**What is being asked**
What you return should be the full listing, word for word, without a single image.

**Extracted material**

********

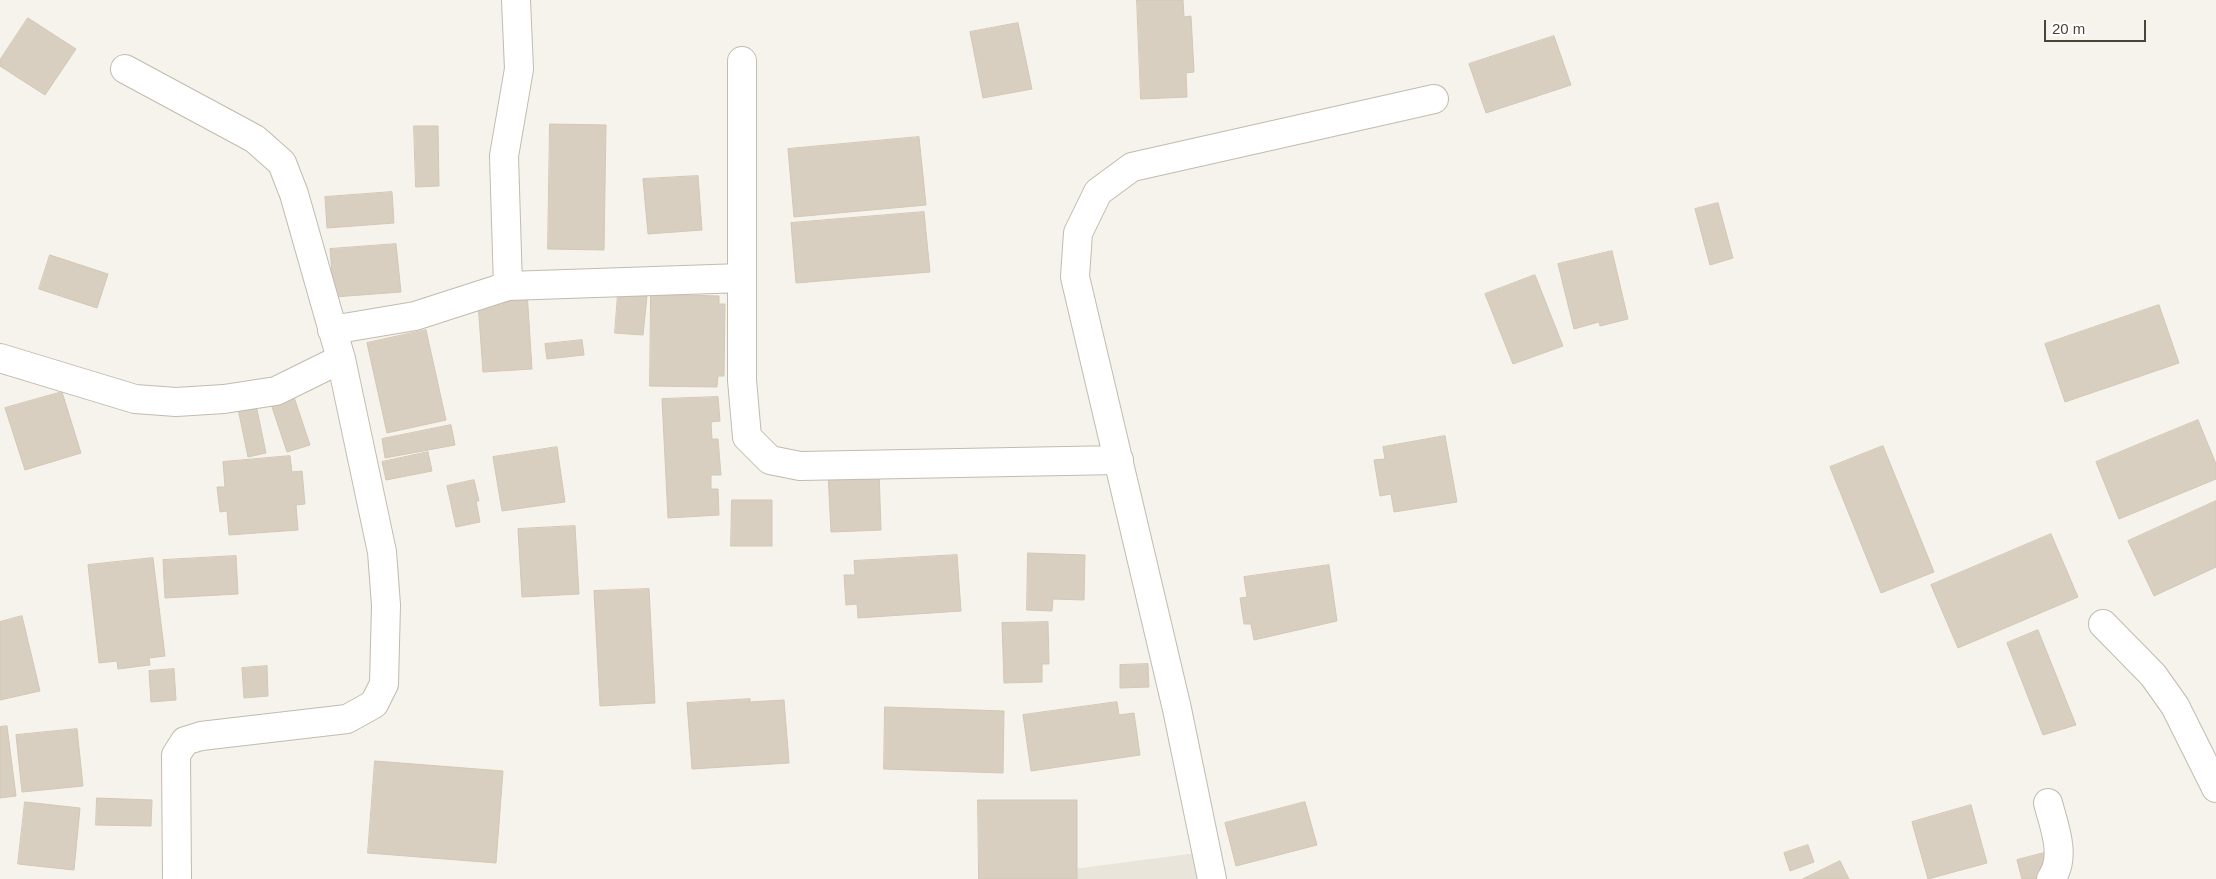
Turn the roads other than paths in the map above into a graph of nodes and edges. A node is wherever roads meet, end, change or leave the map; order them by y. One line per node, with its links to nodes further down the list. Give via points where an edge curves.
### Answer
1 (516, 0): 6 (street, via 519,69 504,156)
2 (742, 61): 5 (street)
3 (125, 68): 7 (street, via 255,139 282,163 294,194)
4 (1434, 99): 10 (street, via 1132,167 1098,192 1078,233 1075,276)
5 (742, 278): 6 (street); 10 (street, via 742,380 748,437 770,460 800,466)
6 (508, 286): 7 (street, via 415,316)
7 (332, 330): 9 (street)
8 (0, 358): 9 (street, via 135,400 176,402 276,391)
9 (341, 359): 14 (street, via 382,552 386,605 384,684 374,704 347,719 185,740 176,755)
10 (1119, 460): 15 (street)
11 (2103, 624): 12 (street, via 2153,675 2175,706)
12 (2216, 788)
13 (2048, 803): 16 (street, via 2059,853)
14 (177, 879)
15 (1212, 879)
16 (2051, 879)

********

**Completed task**
Turn the roads other than paths in the map above into a graph of nodes and edges. A node is wherever roads meet, end, change or leave the map; order them by y. One line per node, with its links to nodes further down the list. Give via points where an edge curves.
### Answer
1 (516, 0): 6 (street, via 519,69 504,156)
2 (742, 61): 5 (street)
3 (125, 68): 7 (street, via 255,139 282,163 294,194)
4 (1434, 99): 10 (street, via 1132,167 1098,192 1078,233 1075,276)
5 (742, 278): 6 (street); 10 (street, via 742,380 748,437 770,460 800,466)
6 (508, 286): 7 (street, via 415,316)
7 (332, 330): 9 (street)
8 (0, 358): 9 (street, via 135,400 176,402 276,391)
9 (341, 359): 14 (street, via 382,552 386,605 384,684 374,704 347,719 185,740 176,755)
10 (1119, 460): 15 (street)
11 (2103, 624): 12 (street, via 2153,675 2175,706)
12 (2216, 788)
13 (2048, 803): 16 (street, via 2059,853)
14 (177, 879)
15 (1212, 879)
16 (2051, 879)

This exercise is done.